Start of Provided data

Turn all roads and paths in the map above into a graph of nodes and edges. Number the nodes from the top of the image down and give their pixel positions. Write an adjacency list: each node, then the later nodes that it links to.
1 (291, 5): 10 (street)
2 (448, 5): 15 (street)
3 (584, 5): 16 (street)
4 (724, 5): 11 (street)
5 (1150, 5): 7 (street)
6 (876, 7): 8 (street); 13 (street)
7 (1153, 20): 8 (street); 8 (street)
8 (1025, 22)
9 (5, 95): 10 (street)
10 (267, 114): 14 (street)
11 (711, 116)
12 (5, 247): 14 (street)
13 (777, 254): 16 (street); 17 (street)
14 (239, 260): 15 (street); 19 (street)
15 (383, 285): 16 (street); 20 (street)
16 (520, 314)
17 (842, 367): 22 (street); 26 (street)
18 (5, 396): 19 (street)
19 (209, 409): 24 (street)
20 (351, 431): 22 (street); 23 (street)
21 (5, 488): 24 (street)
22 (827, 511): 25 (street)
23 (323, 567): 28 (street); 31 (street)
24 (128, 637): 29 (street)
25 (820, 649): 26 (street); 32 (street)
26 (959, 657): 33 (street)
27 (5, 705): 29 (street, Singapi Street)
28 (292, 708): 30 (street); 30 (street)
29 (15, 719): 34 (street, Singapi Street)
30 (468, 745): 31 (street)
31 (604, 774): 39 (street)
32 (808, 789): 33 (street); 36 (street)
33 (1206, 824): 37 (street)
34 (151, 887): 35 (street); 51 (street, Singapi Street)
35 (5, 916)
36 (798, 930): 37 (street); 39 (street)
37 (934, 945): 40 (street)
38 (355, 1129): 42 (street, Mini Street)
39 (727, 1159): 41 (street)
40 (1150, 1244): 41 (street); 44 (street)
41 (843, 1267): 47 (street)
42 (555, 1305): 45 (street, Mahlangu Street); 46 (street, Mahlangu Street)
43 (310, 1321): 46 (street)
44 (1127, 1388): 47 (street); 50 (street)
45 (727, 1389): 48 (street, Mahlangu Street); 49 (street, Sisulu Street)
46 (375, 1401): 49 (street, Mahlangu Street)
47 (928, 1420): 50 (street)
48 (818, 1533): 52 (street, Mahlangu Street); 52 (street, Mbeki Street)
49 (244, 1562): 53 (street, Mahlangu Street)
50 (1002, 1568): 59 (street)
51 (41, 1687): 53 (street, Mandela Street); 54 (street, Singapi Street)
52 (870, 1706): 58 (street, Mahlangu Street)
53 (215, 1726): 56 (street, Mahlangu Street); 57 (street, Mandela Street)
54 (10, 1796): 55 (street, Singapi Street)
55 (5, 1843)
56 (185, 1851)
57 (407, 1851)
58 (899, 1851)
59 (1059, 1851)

End of Provided data

Work task
Your task is to quote the listing above word for word.

Result
Turn all roads and paths in the map above into a graph of nodes and edges. Number the nodes from the top of the image down and give their pixel positions. Write an adjacency list: each node, then the later nodes that it links to.
1 (291, 5): 10 (street)
2 (448, 5): 15 (street)
3 (584, 5): 16 (street)
4 (724, 5): 11 (street)
5 (1150, 5): 7 (street)
6 (876, 7): 8 (street); 13 (street)
7 (1153, 20): 8 (street); 8 (street)
8 (1025, 22)
9 (5, 95): 10 (street)
10 (267, 114): 14 (street)
11 (711, 116)
12 (5, 247): 14 (street)
13 (777, 254): 16 (street); 17 (street)
14 (239, 260): 15 (street); 19 (street)
15 (383, 285): 16 (street); 20 (street)
16 (520, 314)
17 (842, 367): 22 (street); 26 (street)
18 (5, 396): 19 (street)
19 (209, 409): 24 (street)
20 (351, 431): 22 (street); 23 (street)
21 (5, 488): 24 (street)
22 (827, 511): 25 (street)
23 (323, 567): 28 (street); 31 (street)
24 (128, 637): 29 (street)
25 (820, 649): 26 (street); 32 (street)
26 (959, 657): 33 (street)
27 (5, 705): 29 (street, Singapi Street)
28 (292, 708): 30 (street); 30 (street)
29 (15, 719): 34 (street, Singapi Street)
30 (468, 745): 31 (street)
31 (604, 774): 39 (street)
32 (808, 789): 33 (street); 36 (street)
33 (1206, 824): 37 (street)
34 (151, 887): 35 (street); 51 (street, Singapi Street)
35 (5, 916)
36 (798, 930): 37 (street); 39 (street)
37 (934, 945): 40 (street)
38 (355, 1129): 42 (street, Mini Street)
39 (727, 1159): 41 (street)
40 (1150, 1244): 41 (street); 44 (street)
41 (843, 1267): 47 (street)
42 (555, 1305): 45 (street, Mahlangu Street); 46 (street, Mahlangu Street)
43 (310, 1321): 46 (street)
44 (1127, 1388): 47 (street); 50 (street)
45 (727, 1389): 48 (street, Mahlangu Street); 49 (street, Sisulu Street)
46 (375, 1401): 49 (street, Mahlangu Street)
47 (928, 1420): 50 (street)
48 (818, 1533): 52 (street, Mahlangu Street); 52 (street, Mbeki Street)
49 (244, 1562): 53 (street, Mahlangu Street)
50 (1002, 1568): 59 (street)
51 (41, 1687): 53 (street, Mandela Street); 54 (street, Singapi Street)
52 (870, 1706): 58 (street, Mahlangu Street)
53 (215, 1726): 56 (street, Mahlangu Street); 57 (street, Mandela Street)
54 (10, 1796): 55 (street, Singapi Street)
55 (5, 1843)
56 (185, 1851)
57 (407, 1851)
58 (899, 1851)
59 (1059, 1851)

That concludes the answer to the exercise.